Friday 21st December 2018

What happened in this week’s #ClassicalNews?

BBC Proms announces the launch of BBC Proms Japan

The BBC Proms has announced that it will be adding Japan to its growing list of international tours, following Australia in 2016 and Dubai in 2017.

Thomas Dausgaard will lead the BBC Scottish Symphony Orchestra in concerts across the six-day festival in Tokyo and Osaka, in the orchestra’s first trip to Japan.

As with BBC Proms Australia and Dubai, the festival will feature the traditional elements of the BBC Proms, including the First and Last Nights. The concerts will be recorded by BBC Radio 3 for BBC Sounds.

The full programme will be announced in early 2019.

[via BBC Music Magazine]

Global Awards return in 2019

The media and entertainment group Global, which owns some of the UK’s most popular radio stations, including Heart, Capital, and Classic FM, has announced the return of its annual awards.

The public and a panel of industry experts will vote for their favourite artists. The winners will be announced during a ceremony at the Hammersmith Apollo on 7 March, at which pianist Lang Lang is set to perform.

Nominees for the Best Classical Artist award include Alison Balsom, Jess Gillam, Nicola Benedetti, Sheku Kanneh-Mason and Sir Simon Rattle.

[via Rhinegold]

Salzburger Mozarteum startet digitale Mozart-Edition

Die Stiftung Mozarteum Salzburg hat in Zusammenarbeit mit dem Packard Humanities Institute in Los Altos, USA, eine digitale Mozart-Edition (DIME) vorgestellt. Für die Ausgabe wurden die Notentexte des Komponisten vollständig digitalisiert. In den Quellcodes wurden die dazugehörigen Autographe und Erstdrucke hinterlegt, um unterschiedliche Ausgaben miteinander vergleichen zu können. Zusätzlich besteht die Möglichkeit, die Texte mit Musikaufnahmen zu synchronisieren. Die Partituren können mitgelesen werden, die momentan gespielte Sequenz wird jeweils farbig markiert.

The Mozarteum Foundation Salzburg has launched a digital Mozart Edition in collaboration with the Packard Humanities Institute.
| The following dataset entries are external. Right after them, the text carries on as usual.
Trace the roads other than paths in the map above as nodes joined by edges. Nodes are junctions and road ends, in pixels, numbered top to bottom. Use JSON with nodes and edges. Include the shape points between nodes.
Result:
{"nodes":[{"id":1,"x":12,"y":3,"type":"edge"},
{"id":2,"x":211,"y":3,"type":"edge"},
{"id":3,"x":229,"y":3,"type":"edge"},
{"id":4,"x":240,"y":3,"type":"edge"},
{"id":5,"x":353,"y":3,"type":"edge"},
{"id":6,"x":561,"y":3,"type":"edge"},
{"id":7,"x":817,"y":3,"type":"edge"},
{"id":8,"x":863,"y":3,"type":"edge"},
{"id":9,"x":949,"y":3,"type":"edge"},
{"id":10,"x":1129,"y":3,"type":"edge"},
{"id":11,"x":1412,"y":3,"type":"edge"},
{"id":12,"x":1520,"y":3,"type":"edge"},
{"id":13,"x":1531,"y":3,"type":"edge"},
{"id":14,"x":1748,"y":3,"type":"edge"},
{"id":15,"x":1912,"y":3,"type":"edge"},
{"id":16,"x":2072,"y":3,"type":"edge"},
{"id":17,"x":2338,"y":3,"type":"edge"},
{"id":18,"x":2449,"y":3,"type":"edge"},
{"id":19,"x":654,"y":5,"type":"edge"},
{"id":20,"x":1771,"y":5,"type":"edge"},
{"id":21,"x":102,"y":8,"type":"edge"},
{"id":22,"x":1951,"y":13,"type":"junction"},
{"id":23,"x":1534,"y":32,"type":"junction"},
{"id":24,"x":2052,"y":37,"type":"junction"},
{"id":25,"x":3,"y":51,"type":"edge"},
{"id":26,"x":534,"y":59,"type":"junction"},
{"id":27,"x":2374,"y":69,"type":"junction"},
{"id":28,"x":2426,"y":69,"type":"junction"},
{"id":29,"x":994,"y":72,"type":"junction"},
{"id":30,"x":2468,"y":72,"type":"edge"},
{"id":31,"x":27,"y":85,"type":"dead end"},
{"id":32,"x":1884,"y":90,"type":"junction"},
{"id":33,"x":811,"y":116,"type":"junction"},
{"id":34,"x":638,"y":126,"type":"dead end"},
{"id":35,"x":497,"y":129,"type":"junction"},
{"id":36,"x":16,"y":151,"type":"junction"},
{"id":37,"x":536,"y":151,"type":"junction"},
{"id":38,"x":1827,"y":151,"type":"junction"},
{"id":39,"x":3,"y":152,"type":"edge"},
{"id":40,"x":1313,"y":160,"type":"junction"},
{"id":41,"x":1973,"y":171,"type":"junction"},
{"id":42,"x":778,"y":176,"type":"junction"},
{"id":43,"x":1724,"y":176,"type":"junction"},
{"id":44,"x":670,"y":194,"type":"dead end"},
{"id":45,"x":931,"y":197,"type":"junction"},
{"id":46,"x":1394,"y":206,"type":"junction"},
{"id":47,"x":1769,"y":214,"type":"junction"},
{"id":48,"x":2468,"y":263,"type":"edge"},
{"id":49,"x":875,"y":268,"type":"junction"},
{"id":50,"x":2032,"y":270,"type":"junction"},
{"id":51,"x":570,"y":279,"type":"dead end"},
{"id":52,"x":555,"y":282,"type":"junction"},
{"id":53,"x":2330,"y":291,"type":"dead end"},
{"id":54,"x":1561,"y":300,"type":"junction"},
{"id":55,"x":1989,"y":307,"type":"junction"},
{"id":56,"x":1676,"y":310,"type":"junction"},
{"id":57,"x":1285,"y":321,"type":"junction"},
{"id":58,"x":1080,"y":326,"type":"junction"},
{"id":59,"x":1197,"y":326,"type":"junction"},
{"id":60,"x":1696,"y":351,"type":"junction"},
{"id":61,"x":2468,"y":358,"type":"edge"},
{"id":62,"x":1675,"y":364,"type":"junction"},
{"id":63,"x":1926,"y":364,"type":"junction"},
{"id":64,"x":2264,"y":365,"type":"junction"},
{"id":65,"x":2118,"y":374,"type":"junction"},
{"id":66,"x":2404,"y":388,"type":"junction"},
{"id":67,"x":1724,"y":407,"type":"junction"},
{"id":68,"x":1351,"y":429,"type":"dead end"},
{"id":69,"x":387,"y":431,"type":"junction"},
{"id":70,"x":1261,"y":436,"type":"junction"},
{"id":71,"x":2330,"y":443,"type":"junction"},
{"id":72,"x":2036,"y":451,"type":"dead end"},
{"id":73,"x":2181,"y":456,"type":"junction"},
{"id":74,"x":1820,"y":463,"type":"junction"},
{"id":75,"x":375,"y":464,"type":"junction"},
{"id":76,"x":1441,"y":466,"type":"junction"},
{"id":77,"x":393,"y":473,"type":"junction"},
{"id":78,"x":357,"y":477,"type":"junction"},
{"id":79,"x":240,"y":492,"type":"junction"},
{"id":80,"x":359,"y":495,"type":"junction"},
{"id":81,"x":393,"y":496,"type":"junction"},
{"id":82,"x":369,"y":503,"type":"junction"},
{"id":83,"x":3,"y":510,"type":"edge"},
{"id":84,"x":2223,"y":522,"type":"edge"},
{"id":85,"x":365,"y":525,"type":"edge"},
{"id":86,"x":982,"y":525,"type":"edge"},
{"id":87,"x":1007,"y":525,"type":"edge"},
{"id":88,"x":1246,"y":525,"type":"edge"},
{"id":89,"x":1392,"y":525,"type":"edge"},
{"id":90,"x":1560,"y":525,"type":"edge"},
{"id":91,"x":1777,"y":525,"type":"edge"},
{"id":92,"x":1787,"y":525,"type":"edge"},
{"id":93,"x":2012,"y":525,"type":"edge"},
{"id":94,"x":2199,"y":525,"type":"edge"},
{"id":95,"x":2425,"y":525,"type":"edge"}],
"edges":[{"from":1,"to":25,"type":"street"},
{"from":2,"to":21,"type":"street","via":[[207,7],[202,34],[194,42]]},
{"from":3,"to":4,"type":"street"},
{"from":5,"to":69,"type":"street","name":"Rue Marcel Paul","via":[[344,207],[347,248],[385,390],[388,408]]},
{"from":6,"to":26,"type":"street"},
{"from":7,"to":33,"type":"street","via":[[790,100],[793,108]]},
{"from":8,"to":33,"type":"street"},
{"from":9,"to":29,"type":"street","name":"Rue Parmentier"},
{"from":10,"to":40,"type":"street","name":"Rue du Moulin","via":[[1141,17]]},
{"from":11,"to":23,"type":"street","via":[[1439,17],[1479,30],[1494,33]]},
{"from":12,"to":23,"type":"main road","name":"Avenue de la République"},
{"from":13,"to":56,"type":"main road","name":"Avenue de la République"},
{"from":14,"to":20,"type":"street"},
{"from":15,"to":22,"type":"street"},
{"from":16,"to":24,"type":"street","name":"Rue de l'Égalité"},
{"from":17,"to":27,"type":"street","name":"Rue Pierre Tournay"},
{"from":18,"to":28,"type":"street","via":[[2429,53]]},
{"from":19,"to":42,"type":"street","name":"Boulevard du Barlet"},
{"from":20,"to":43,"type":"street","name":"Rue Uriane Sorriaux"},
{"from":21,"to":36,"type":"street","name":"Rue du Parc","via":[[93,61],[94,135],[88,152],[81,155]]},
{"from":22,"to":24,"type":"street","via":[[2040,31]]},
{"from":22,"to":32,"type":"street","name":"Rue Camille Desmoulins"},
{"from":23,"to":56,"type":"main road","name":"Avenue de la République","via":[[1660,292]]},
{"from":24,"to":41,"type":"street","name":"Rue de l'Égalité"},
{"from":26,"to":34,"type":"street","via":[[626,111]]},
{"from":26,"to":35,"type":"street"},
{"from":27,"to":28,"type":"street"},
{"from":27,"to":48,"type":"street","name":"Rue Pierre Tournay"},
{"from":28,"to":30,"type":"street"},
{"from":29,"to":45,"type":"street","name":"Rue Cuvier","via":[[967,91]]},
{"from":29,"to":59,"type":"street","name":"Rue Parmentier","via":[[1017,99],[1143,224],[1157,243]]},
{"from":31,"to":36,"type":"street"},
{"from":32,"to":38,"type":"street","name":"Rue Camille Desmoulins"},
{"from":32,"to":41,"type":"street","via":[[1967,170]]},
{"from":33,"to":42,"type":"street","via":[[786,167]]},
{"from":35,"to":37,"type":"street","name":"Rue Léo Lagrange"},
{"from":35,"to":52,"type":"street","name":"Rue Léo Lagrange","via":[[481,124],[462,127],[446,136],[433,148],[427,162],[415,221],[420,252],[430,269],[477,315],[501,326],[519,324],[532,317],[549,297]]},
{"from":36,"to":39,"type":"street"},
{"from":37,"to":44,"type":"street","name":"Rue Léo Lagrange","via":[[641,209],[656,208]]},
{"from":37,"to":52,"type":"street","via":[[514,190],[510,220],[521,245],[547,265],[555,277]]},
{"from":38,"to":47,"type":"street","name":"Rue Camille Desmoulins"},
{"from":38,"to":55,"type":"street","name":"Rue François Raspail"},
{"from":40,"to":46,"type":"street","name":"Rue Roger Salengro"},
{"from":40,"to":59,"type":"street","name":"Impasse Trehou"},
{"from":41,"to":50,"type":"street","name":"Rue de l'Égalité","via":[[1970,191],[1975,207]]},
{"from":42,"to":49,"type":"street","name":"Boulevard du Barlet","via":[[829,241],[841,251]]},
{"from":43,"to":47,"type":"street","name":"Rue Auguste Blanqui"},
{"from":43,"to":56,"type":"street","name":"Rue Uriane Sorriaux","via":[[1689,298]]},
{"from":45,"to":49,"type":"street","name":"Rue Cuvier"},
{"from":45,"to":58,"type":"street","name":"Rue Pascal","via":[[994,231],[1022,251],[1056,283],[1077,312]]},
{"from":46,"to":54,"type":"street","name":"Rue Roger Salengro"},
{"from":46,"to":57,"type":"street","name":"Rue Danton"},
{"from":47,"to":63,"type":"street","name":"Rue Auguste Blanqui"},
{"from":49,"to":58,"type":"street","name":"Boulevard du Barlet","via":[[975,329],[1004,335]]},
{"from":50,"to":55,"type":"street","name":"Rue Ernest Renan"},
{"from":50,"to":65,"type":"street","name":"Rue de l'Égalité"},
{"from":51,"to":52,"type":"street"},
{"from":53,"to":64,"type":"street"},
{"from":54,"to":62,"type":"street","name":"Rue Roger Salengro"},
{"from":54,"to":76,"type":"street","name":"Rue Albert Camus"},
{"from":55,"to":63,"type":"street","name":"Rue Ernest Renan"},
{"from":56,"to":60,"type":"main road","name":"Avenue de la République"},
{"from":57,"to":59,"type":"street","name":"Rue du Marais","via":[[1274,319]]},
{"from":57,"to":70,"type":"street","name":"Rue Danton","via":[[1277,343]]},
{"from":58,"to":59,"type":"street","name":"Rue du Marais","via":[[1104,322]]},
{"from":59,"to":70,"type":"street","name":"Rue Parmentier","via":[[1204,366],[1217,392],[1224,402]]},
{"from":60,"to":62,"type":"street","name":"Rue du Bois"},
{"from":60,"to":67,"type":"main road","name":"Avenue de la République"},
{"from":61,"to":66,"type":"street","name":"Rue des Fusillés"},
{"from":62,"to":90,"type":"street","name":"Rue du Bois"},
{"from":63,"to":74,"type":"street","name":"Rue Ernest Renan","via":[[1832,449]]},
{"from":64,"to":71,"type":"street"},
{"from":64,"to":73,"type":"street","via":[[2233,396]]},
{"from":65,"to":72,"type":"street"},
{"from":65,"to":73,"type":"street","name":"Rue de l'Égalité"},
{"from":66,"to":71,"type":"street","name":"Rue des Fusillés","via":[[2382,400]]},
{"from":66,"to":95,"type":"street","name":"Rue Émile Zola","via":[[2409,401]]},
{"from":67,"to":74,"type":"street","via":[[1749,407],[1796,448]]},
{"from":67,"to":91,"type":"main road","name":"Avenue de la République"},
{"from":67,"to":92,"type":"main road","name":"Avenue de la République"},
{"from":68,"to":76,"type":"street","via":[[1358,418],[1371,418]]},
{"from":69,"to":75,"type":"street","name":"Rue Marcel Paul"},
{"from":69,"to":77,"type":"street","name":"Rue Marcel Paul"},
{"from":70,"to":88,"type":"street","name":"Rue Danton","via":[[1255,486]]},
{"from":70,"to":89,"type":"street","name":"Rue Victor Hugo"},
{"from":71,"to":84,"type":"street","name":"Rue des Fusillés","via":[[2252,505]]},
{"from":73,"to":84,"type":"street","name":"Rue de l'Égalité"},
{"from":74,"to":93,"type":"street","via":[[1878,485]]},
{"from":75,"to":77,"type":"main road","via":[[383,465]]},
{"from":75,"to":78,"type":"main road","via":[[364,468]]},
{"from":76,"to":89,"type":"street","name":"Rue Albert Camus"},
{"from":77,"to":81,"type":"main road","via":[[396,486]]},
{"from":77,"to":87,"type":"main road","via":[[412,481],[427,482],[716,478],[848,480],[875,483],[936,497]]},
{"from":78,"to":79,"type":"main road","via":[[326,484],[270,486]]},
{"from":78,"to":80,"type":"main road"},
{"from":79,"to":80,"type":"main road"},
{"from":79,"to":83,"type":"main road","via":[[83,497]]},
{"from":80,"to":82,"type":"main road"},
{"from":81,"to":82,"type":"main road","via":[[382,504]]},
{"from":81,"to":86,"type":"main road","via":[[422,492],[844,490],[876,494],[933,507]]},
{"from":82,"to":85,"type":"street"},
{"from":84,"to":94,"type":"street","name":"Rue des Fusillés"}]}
The original scores have been fully digitised to enable cross-comparison between editions and synchronisation with recordings. The scores can be read as the music is heard, with the current sequence highlighted in colour. 

The platform is open to the public and interactive. Mozart is the first composer whose work is featured in this form, with only a few pieces currently available. All 600+ of his works will be added in the coming years.